The builtin test operator
In bash (and other shells) you can use the [[ construct
From the bash manpage:
[[ expression ]]
Return a status of 0 or 1 depending on the evaluation of the
conditional expression expression. Expressions are composed of
the primaries described below under CONDITIONAL EXPRESSIONS.
Word splitting and pathname expansion are not performed on the
words between the [[ and ]]; tilde expansion, parameter and
variable expansion, arithmetic expansion, command substitution,
process substitution, and quote removal are performed. Condi‐
tional operators such as -f must be unquoted to be recognized as
primaries.
So no word splitting and pathname expansion.
A little example⌗
First we have some setting up to do
$ mkdir ~/tmp/zz
$ touch ~/tmp/zz/111
$ echo ~/tmp/zz/*
/home/miekg/tmp/zz
Well, lets test [[
$ if [[ tmp/zz/* = tmp/zz/111 ]]; then echo OK; else echo NOK; fi
NOK
NOK - that’s correct, because [[ will not do pathname expansion.
The other way around
$ if [[ tmp/zz/111 = tmp/zz/* ]]; then echo OK; else echo NOK; fi
OK
Huh, OK
?
Why
To see why bash behaves as it does, the best explanation comes from
the ksh
manual. Yes, the K shell.
In the section ‘Conditional Expressions’ of ksh’s manual page
string = pattern True, if string matches pattern.
Aha, so the right side of a =
test is a pattern and a such
it is expanded even though we put it in a [[ construct.
In the bash manual we just have
string1 == string2
True if the strings are equal. = may be used
in place of == for strict POSIX compliance.
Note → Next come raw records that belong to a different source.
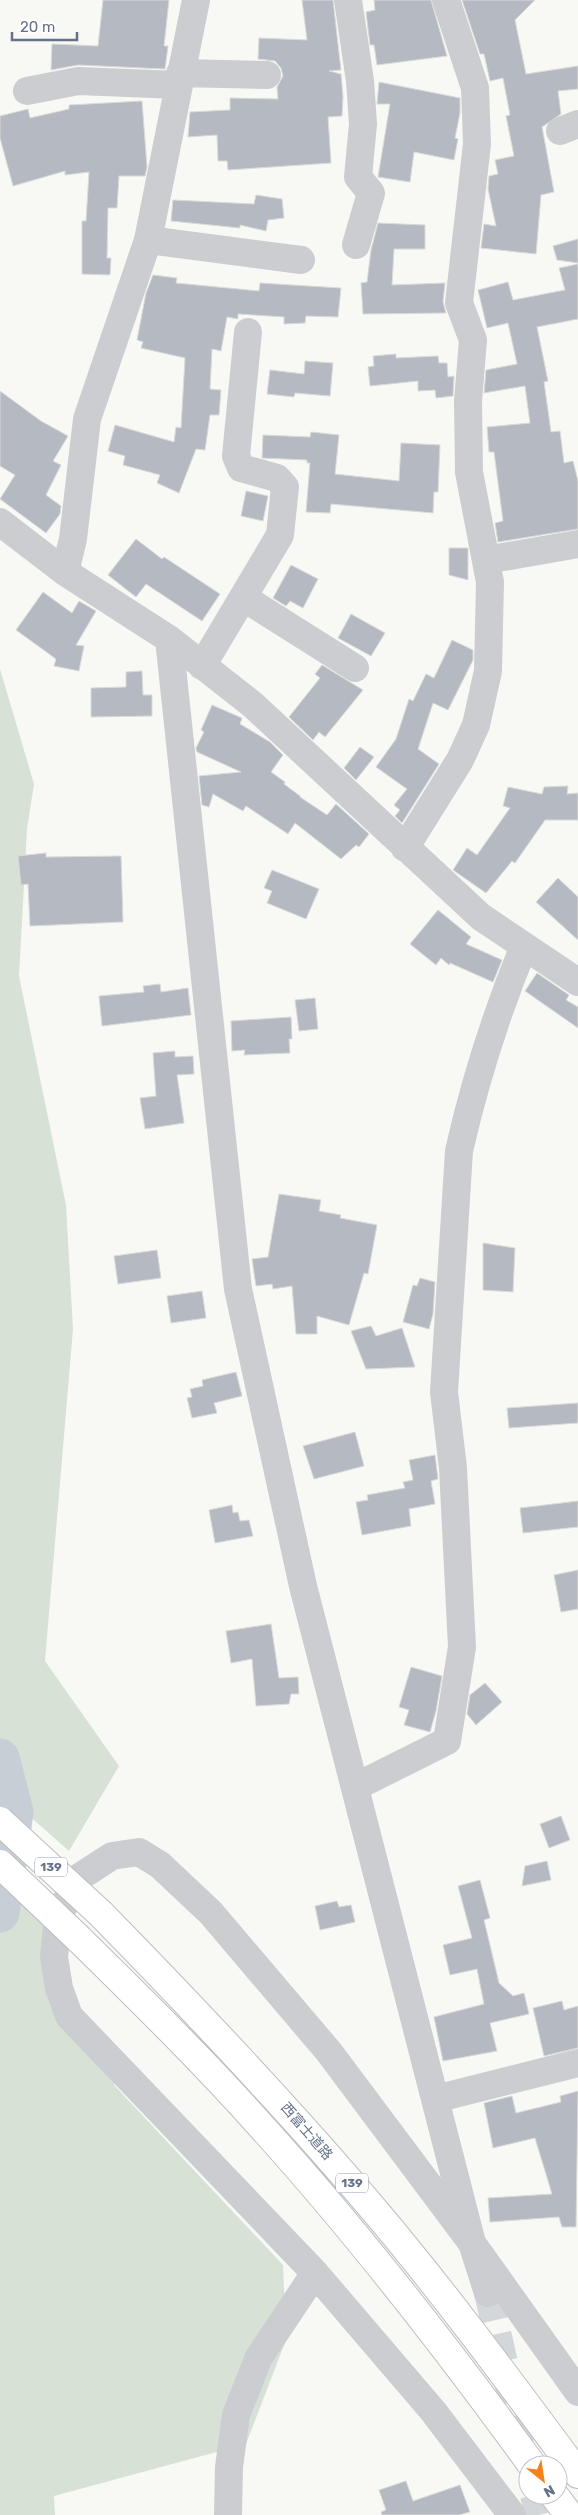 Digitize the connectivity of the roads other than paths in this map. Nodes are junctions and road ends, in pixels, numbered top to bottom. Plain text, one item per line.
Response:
1 (196, 0) edge
2 (348, 0) edge
3 (446, 0) edge
4 (268, 75) dead end
5 (179, 79) junction
6 (27, 91) dead end
7 (148, 240) junction
8 (356, 245) dead end
9 (301, 260) dead end
10 (248, 332) dead end
11 (0, 522) edge
12 (578, 544) edge
13 (486, 560) junction
14 (65, 572) junction
15 (244, 598) junction
16 (169, 639) junction
17 (202, 666) junction
18 (355, 668) dead end
19 (405, 848) junction
20 (524, 946) junction
21 (578, 982) edge
22 (355, 1787) junction
23 (0, 1821) edge
24 (0, 1864) edge
25 (578, 2063) edge
26 (435, 2099) junction
27 (472, 2243) junction
28 (315, 2274) junction
29 (488, 2293) tunnel mouth
30 (578, 2392) edge
31 (525, 2455) edge
32 (578, 2474) edge
33 (228, 2515) edge
34 (512, 2515) edge

1 - 5 street
2 - 8 street
3 - 13 street
4 - 5 street
5 - 6 street
5 - 7 street
7 - 9 street
7 - 14 street
10 - 15 street
11 - 14 street
12 - 13 street
13 - 19 street
14 - 16 street
15 - 17 street
15 - 18 street
16 - 17 street
16 - 22 street
17 - 19 street
19 - 20 street
20 - 21 street
20 - 22 street
22 - 26 street
23 - 32 highway, 西富士道路 / 139, bridge
24 - 31 highway, 139, bridge
25 - 26 street
26 - 27 street
27 - 28 street
27 - 29 street
27 - 30 street
28 - 33 street
28 - 34 street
Which is not entirely correct.
In zsh (which is of course the shell) in the section ‘CONDITIONAL EXPRESSIONS’ it is also correct
string = pattern
string == pattern
true if string matches pattern. The ‘==’ form is the preferred
one. The ‘=’ form is for backward compatibility and should be
considered obsolete.
So this might be something worth considering.